## EXERCISE DESCRIPTION:
Where does the string "Орліка" occur in the records below? Copy every line that holds it.

(Stored data)
+++
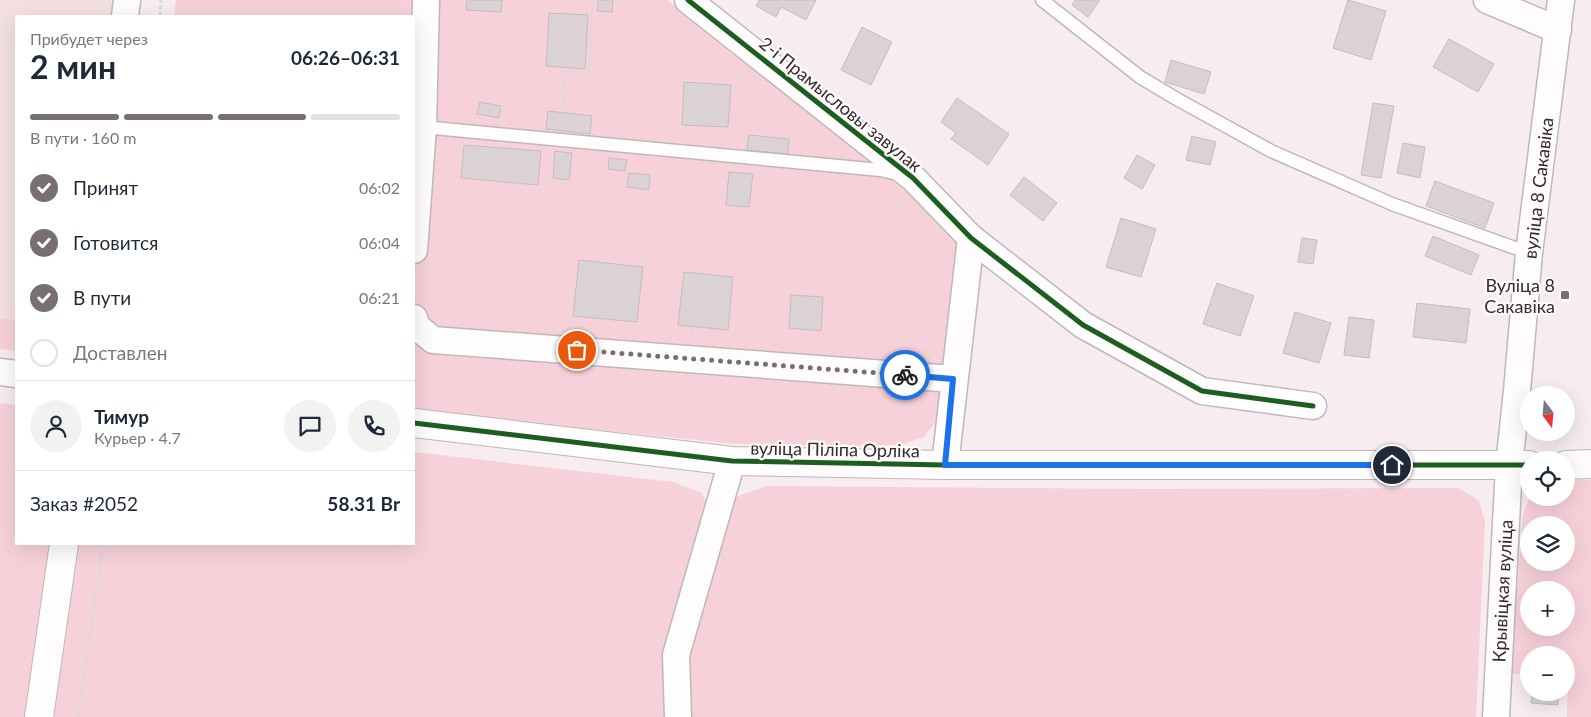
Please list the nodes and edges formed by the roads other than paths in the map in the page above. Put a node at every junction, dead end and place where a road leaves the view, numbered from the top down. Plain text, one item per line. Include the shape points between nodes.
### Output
1 (127, 0) edge
2 (426, 0) edge
3 (688, 0) edge
4 (1042, 0) edge
5 (1488, 0) edge
6 (1561, 0) edge
7 (125, 15) edge
8 (1558, 30) junction
9 (423, 127) junction
10 (913, 178) junction
11 (415, 236) edge
12 (971, 238) junction
13 (1529, 253) junction
14 (415, 322) edge
15 (0, 372) edge
16 (15, 374) edge
17 (953, 379) junction
18 (1313, 406) dead end
19 (415, 424) edge
20 (732, 461) junction
21 (1591, 464) edge
22 (945, 465) junction
23 (1519, 465) edge
24 (1575, 465) edge
25 (64, 545) edge
26 (39, 717) edge
27 (678, 717) edge
28 (1496, 717) edge

1 - 7 street
2 - 9 street
3 - 10 street, 2-і Прамысловы завулак
4 - 13 lane via 1140,77 1271,151 1392,204
5 - 8 street
6 - 8 street, вуліца 8 Сакавіка
8 - 13 street, вуліца 8 Сакавіка
9 - 10 lane via 880,170
9 - 11 street
10 - 12 street, 2-і Прамысловы завулак
12 - 17 street
12 - 18 street, 2-і Прамысловы завулак via 1083,325 1202,391
13 - 23 street, вуліца 8 Сакавіка via 1517,391
14 - 17 street via 433,340
15 - 16 street
17 - 22 street
19 - 20 street, вуліца Піліпа Орліка
20 - 22 street, вуліца Піліпа Орліка
20 - 27 street via 676,655
21 - 24 street
22 - 23 street, вуліца Піліпа Орліка
23 - 28 street, Крывіцкая вуліца
25 - 26 street

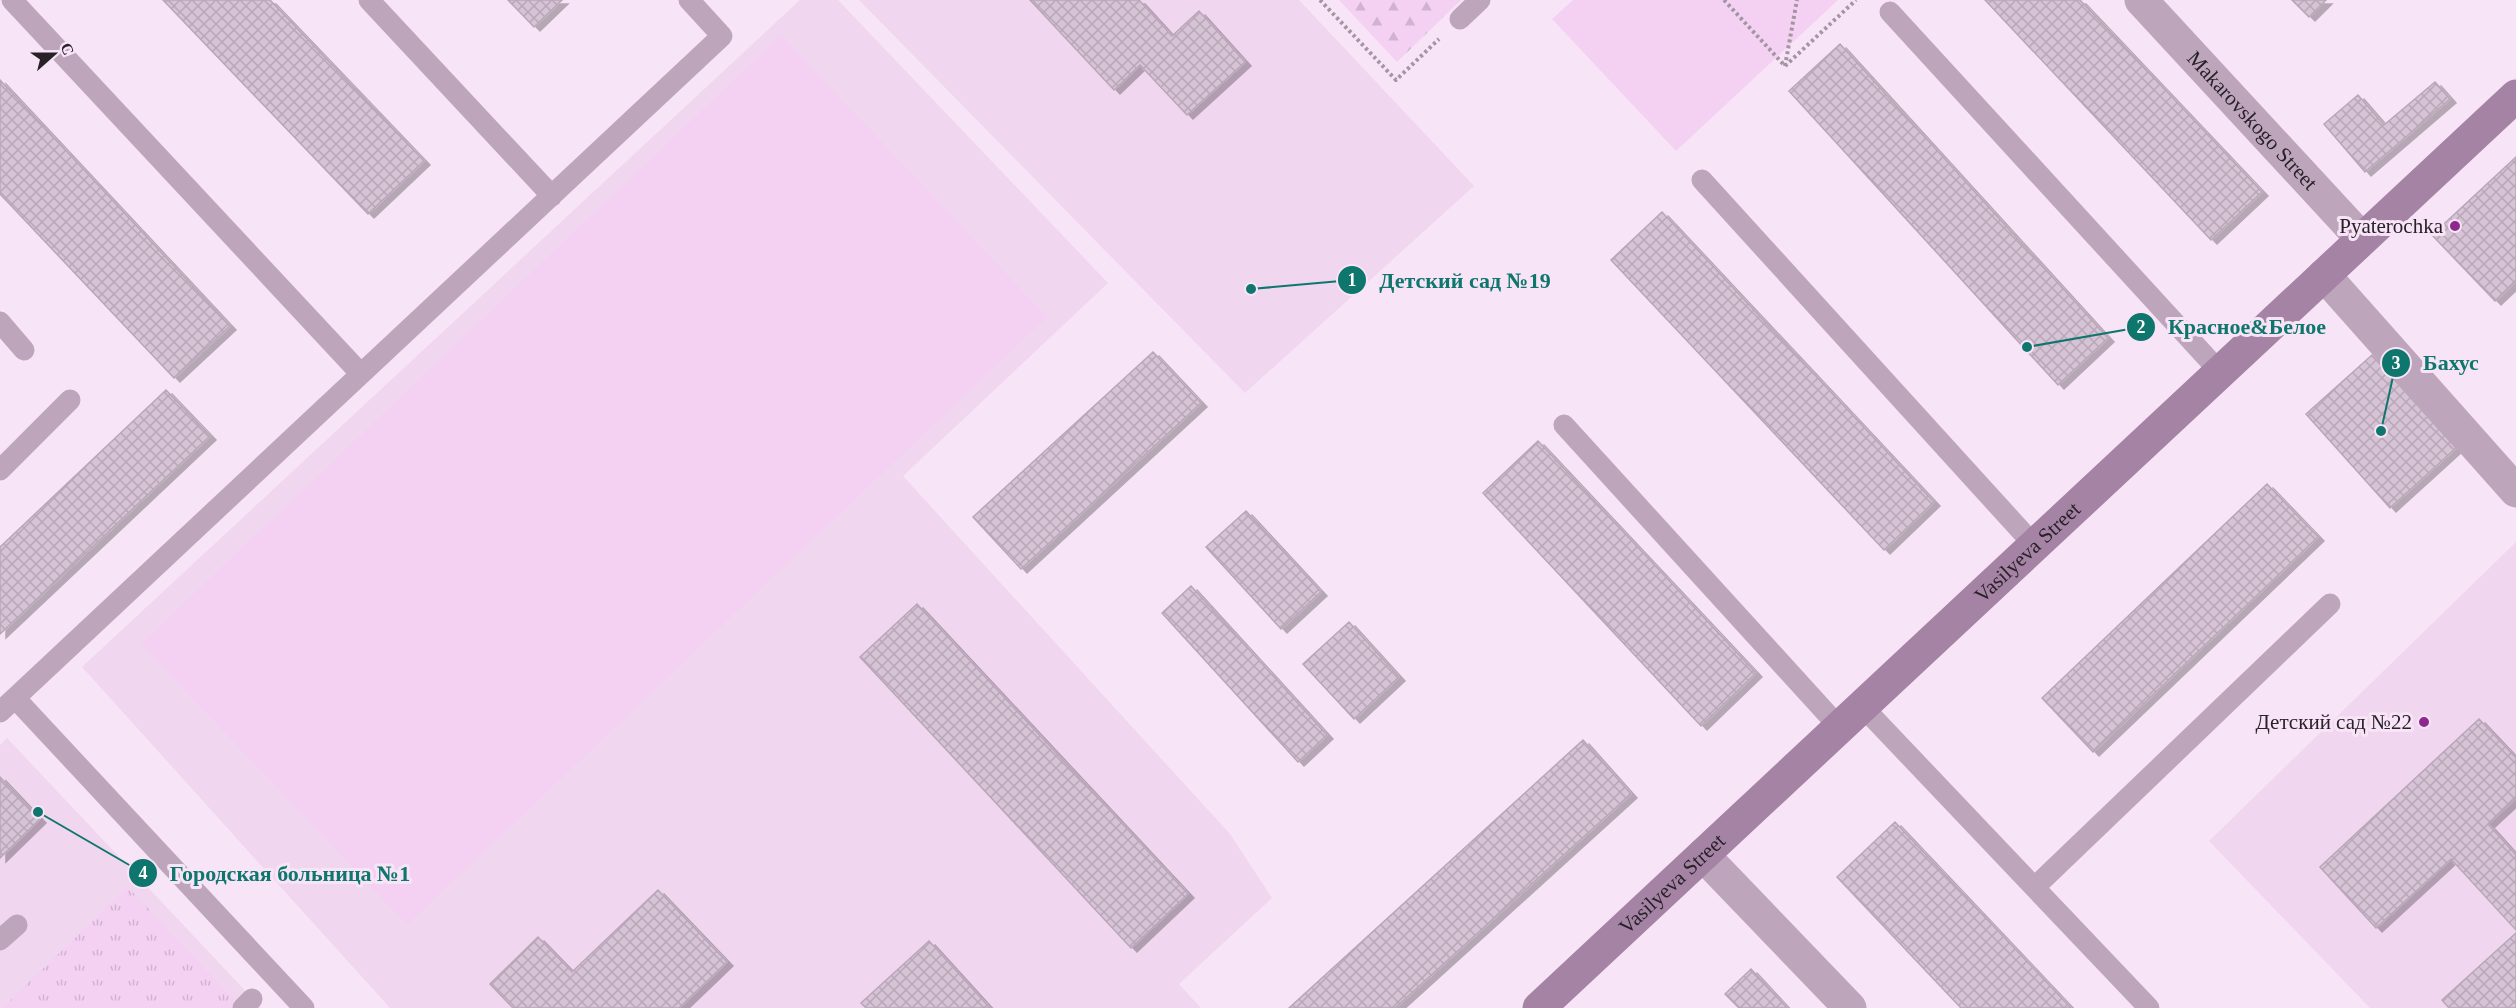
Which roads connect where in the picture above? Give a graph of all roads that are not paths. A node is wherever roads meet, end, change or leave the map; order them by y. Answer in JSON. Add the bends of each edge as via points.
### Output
{"nodes":[{"id":1,"x":12,"y":0,"type":"edge"},
{"id":2,"x":369,"y":0,"type":"edge"},
{"id":3,"x":689,"y":0,"type":"edge"},
{"id":4,"x":1480,"y":0,"type":"edge"},
{"id":5,"x":2141,"y":0,"type":"edge"},
{"id":6,"x":1890,"y":12,"type":"dead end"},
{"id":7,"x":1460,"y":19,"type":"road end"},
{"id":8,"x":2516,"y":96,"type":"edge"},
{"id":9,"x":1702,"y":180,"type":"dead end"},
{"id":10,"x":552,"y":196,"type":"junction"},
{"id":11,"x":2362,"y":239,"type":"junction"},
{"id":12,"x":2324,"y":275,"type":"junction"},
{"id":13,"x":0,"y":321,"type":"edge"},
{"id":14,"x":24,"y":350,"type":"dead end"},
{"id":15,"x":2220,"y":372,"type":"junction"},
{"id":16,"x":361,"y":374,"type":"junction"},
{"id":17,"x":70,"y":400,"type":"dead end"},
{"id":18,"x":1564,"y":424,"type":"dead end"},
{"id":19,"x":0,"y":470,"type":"edge"},
{"id":20,"x":2516,"y":491,"type":"edge"},
{"id":21,"x":2034,"y":545,"type":"junction"},
{"id":22,"x":2330,"y":604,"type":"dead end"},
{"id":23,"x":8,"y":705,"type":"edge"},
{"id":24,"x":1851,"y":717,"type":"junction"},
{"id":25,"x":1703,"y":855,"type":"junction"},
{"id":26,"x":2035,"y":887,"type":"junction"},
{"id":27,"x":16,"y":925,"type":"dead end"},
{"id":28,"x":0,"y":940,"type":"edge"},
{"id":29,"x":304,"y":1008,"type":"edge"},
{"id":30,"x":1539,"y":1008,"type":"edge"},
{"id":31,"x":1850,"y":1008,"type":"edge"},
{"id":32,"x":2149,"y":1008,"type":"edge"}],
"edges":[{"from":1,"to":16,"type":"lane"},
{"from":2,"to":10,"type":"lane"},
{"from":3,"to":10,"type":"lane","via":[[722,36]]},
{"from":4,"to":7,"type":"lane"},
{"from":5,"to":11,"type":"street","name":"Makarovskogo Street"},
{"from":6,"to":15,"type":"lane"},
{"from":8,"to":11,"type":"street","name":"Vasilyeva Street"},
{"from":9,"to":21,"type":"lane"},
{"from":10,"to":16,"type":"lane"},
{"from":11,"to":12,"type":"street","name":"Vasilyeva Street"},
{"from":12,"to":15,"type":"street","name":"Vasilyeva Street"},
{"from":12,"to":20,"type":"street"},
{"from":13,"to":14,"type":"lane"},
{"from":15,"to":21,"type":"street","name":"Vasilyeva Street"},
{"from":16,"to":23,"type":"lane"},
{"from":17,"to":19,"type":"lane"},
{"from":18,"to":24,"type":"lane"},
{"from":21,"to":24,"type":"street","name":"Vasilyeva Street"},
{"from":22,"to":26,"type":"lane"},
{"from":23,"to":29,"type":"lane"},
{"from":24,"to":25,"type":"street","name":"Vasilyeva Street"},
{"from":24,"to":26,"type":"lane"},
{"from":25,"to":30,"type":"street","name":"Vasilyeva Street"},
{"from":25,"to":31,"type":"street"},
{"from":26,"to":32,"type":"lane"},
{"from":27,"to":28,"type":"lane"}]}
+++
## SOLUTION BELOW:
19 - 20 street, вуліца Піліпа Орліка
20 - 22 street, вуліца Піліпа Орліка
22 - 23 street, вуліца Піліпа Орліка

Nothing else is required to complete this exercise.